Les avantages et les inconvénients de ces deux modes d'activité sautent aux yeux. L'instinct trouve à sa portée l'instrument approprié : cet instrument, qui se fabrique et se répare lui-même, qui présente, comme toutes les oeuvres de la nature, une complexité de détail infinie et une simplicité de fonctionnement merveilleuse, fait tout de suite, au moment voulu, sans difficulté, avec une perfection souvent admirable, ce qu'il est appelé à faire. En revanche, il conserve une structure à peu près invariable, puisque sa modification ne va pas sans une modification de l'espèce. L'instinct est donc nécessairement spécialisé, n'étant que l'utilisation, pour un objet déterminé, d'un instrument déterminé. Au contraire, l'instrument fabriqué intelligemment est un instrument imparfait. Il ne s'obtient qu'au prix d'un effort. Il est presque toujours d'un maniement pénible. Mais, comme il est fait d'une matière inorganisée, il peut prendre une forme quelconque, servir à n'importe quel usage, tirer l'être vivant de toute difficulté nouvelle qui surgit et lui conférer un nombre illimité de pouvoirs. Inférieur à l'instrument naturel pour la satisfaction des besoins immédiats, il a d'autant plus d'avantage sur celui-ci que le besoin est moins pressant. Surtout, il réagit sur la nature de l'être qui l'a fabriqué, car, en l'appelant à exercer une nouvelle fonction, il lui confère, pour ainsi dire, une organisation plus riche, étant un organe artificiel qui prolonge l'organisme naturel. Pour chaque besoin qu'il satisfait, il crée un besoin nouveau, et ainsi, au lieu de fermer, comme l'instinct, le cercle d'action où l'animal va se mouvoir automatiquement, il ouvre à cette activité un champ indéfini où il la pousse de plus en plus loin et la fait de plus en plus libre. Mais cet avantage de l'intelligence sur l'instinct n'apparaît que tard, et lorsque l'intelligence, ayant porté la fabrication à son degré supérieur de puissance, fabrique déjà des machines à fabriquer. Au début, les avantages et les inconvénients de l'instrument fabriqué et de l'instrument naturel se balancent si bien qu'il est difficile de dire lequel des deux assurera à l'être vivant un plus grand empire sur la nature.

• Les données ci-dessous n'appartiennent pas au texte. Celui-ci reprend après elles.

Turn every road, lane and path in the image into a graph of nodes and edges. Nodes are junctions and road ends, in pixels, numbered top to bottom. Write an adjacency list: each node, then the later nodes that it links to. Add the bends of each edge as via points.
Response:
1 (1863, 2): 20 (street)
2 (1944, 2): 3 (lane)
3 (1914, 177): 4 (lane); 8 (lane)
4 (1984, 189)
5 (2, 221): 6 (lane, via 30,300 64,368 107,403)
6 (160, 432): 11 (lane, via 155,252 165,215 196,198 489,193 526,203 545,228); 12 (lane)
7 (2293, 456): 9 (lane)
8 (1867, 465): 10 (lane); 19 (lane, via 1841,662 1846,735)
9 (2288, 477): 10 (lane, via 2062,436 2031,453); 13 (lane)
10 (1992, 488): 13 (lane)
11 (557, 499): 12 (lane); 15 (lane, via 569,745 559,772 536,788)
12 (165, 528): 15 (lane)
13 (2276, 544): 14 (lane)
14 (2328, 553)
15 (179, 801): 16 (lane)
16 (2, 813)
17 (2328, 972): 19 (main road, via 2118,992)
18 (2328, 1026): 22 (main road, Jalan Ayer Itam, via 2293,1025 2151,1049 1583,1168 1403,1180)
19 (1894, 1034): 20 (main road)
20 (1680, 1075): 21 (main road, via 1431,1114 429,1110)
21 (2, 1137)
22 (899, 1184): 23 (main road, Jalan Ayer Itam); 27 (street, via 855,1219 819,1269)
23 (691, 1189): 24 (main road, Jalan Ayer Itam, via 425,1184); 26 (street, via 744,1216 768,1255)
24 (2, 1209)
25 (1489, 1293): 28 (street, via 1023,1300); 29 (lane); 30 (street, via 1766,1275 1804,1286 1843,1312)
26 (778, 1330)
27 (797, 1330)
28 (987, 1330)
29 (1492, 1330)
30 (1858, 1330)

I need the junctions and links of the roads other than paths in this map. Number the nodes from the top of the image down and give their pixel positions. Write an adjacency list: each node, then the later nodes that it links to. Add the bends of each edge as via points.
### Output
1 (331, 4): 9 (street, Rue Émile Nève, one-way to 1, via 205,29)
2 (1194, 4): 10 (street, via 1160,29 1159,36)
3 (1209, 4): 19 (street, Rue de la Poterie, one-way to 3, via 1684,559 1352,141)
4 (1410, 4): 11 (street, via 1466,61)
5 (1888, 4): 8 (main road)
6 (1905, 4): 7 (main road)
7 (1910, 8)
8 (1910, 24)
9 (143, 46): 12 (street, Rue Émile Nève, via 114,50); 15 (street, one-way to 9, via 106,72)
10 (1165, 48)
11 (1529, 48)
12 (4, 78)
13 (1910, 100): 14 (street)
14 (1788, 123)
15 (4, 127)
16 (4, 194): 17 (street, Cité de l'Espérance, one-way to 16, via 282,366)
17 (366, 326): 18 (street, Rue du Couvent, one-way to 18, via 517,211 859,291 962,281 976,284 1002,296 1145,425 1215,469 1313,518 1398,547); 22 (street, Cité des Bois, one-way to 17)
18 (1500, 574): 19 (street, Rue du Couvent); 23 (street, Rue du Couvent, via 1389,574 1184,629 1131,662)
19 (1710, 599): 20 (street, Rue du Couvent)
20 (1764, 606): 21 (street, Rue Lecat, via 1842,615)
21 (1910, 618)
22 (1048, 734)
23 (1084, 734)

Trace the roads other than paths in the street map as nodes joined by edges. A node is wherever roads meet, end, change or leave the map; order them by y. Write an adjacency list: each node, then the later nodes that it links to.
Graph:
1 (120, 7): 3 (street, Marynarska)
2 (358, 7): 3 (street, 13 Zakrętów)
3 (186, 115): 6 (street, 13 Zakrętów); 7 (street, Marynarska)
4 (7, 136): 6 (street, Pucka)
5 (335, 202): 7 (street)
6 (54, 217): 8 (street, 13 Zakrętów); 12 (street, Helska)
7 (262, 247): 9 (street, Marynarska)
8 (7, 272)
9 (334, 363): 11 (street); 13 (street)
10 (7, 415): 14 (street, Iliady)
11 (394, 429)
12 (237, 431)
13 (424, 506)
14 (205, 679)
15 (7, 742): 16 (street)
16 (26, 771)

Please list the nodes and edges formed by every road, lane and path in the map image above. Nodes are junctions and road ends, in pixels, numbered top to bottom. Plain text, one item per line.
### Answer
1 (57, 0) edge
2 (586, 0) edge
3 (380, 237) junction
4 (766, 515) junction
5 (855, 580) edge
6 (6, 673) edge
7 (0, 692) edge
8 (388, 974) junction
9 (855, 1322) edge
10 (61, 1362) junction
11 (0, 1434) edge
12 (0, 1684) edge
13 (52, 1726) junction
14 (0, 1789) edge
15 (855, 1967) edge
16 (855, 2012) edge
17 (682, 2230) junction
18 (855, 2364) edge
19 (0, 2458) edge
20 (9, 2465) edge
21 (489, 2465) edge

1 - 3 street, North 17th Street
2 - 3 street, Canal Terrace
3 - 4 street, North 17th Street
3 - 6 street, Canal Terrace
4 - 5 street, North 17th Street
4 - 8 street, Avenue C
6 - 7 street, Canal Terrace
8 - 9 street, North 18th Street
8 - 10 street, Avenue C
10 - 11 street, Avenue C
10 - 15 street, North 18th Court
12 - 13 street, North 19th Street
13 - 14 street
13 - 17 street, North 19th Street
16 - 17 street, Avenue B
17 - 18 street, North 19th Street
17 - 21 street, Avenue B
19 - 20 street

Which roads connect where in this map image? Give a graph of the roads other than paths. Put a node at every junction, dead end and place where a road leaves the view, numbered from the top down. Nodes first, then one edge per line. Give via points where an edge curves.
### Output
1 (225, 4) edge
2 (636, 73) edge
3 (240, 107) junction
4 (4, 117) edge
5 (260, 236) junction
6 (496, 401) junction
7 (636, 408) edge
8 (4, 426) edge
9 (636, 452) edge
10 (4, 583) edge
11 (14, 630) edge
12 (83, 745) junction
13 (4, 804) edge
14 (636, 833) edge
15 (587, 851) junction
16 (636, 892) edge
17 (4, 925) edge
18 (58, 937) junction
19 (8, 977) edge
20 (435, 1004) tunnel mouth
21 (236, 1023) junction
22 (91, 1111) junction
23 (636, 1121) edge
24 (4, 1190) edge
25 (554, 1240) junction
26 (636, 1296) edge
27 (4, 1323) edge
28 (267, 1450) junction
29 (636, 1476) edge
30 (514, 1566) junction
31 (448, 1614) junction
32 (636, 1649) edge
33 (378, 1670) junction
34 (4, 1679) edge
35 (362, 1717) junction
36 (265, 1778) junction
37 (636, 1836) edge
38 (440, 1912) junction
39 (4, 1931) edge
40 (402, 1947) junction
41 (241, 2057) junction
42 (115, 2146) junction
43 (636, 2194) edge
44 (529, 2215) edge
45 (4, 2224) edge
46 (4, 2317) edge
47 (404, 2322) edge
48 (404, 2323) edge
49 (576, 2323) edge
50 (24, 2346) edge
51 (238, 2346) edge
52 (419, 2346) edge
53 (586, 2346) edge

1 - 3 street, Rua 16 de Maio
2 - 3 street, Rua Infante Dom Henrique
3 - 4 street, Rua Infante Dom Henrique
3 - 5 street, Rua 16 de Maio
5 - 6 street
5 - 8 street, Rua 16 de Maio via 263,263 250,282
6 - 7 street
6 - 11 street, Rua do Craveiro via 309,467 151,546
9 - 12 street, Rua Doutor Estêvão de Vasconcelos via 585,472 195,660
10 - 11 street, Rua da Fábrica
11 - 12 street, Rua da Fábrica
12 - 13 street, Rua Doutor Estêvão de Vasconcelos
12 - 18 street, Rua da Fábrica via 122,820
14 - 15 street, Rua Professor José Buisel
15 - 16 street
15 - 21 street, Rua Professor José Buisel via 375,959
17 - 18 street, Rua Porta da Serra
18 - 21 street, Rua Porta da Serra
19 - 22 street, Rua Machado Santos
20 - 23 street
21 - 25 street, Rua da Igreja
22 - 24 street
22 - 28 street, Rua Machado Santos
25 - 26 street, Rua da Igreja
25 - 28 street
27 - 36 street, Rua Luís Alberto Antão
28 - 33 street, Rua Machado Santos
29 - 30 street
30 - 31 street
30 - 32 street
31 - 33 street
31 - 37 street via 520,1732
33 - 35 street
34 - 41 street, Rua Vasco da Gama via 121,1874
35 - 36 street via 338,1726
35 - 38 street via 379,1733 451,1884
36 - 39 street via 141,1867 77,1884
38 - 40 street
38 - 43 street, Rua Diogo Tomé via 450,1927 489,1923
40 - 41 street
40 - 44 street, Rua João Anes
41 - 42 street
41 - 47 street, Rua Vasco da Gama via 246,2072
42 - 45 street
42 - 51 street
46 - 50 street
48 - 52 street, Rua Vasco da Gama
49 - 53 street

[...] Si la force immanente à la vie était une force illimitée, elle eût peut-être développé indéfiniment dans les mêmes organismes l'instinct et l'intelligence. Mais tout paraît indiquer que cette force est finie, et qu'elle s'épuise assez vite en se manifestant. Il lui est difficile d'aller loin dans plusieurs directions à la fois. Il faut qu'elle choisisse. Or, elle a le choix entre deux manières d'agir sur la matière brute. Elle peut fournir cette action immédiatement en se créant un instrument organisé avec lequel elle travaillera ; ou bien elle peut la donner médiatement dans un organisme qui, au lieu de posséder naturellement l'instrument requis, le fabriquera lui-même en façonnant la matière inorganique. De là l'intelligence et l'instinct, qui divergent de plus en plus en se développant, mais qui ne se séparent jamais tout à fait l'un de l'autre. D'un côté, en effet, l'instinct le plus parfait de l'insecte s'accompagne de quelques lueurs d'intelligence, ne fût-ce que dans le choix du lieu, du moment et des matériaux de la construction : quand, par extraordinaire, des abeilles nidifient à l'air libre, elles inventent des dispositifs nouveaux et véritablement intelligents pour s'adapter à ces conditions nouvelles[5]. Mais, d'autre part, l'intelligence a encore plus besoin de l'instinct que l'instinct de l'intelligence, car façonner la matière brute suppose déjà chez l'animal un degré supérieur d'organisation, où il n'a pu s'élever que sur les ailes de l'instinct. Aussi, tandis que la nature a évolué franchement vers l'instinct chez les arthropodes[6], nous assistons, chez presque tous les vertébrés, à la recherche plutôt qu'à l'épanouissement de l'intelligence. C'est encore l'instinct qui forme le substrat de leur activité psychique, mais l'intelligence est là, qui aspire à le supplanter. Elle n'arrive pas à inventer des instruments : du moins s'y essaie-t-elle en exécutant le plus de variations possible sur l'instinct, dont elle voudrait se passer. Elle ne prend tout à fait possession d'elle-même que chez l'homme, et ce triomphe s'affirme par l'insuffisance même des moyens naturels dont l'homme dispose pour se défendre contre ses ennemis, contre le froid et la faim. Cette insuffisance, quand on cherche à en déchiffrer le sens, acquiert la valeur d'un document préhistorique : c'est le congé définitif que l'instinct reçoit de l'intelligence.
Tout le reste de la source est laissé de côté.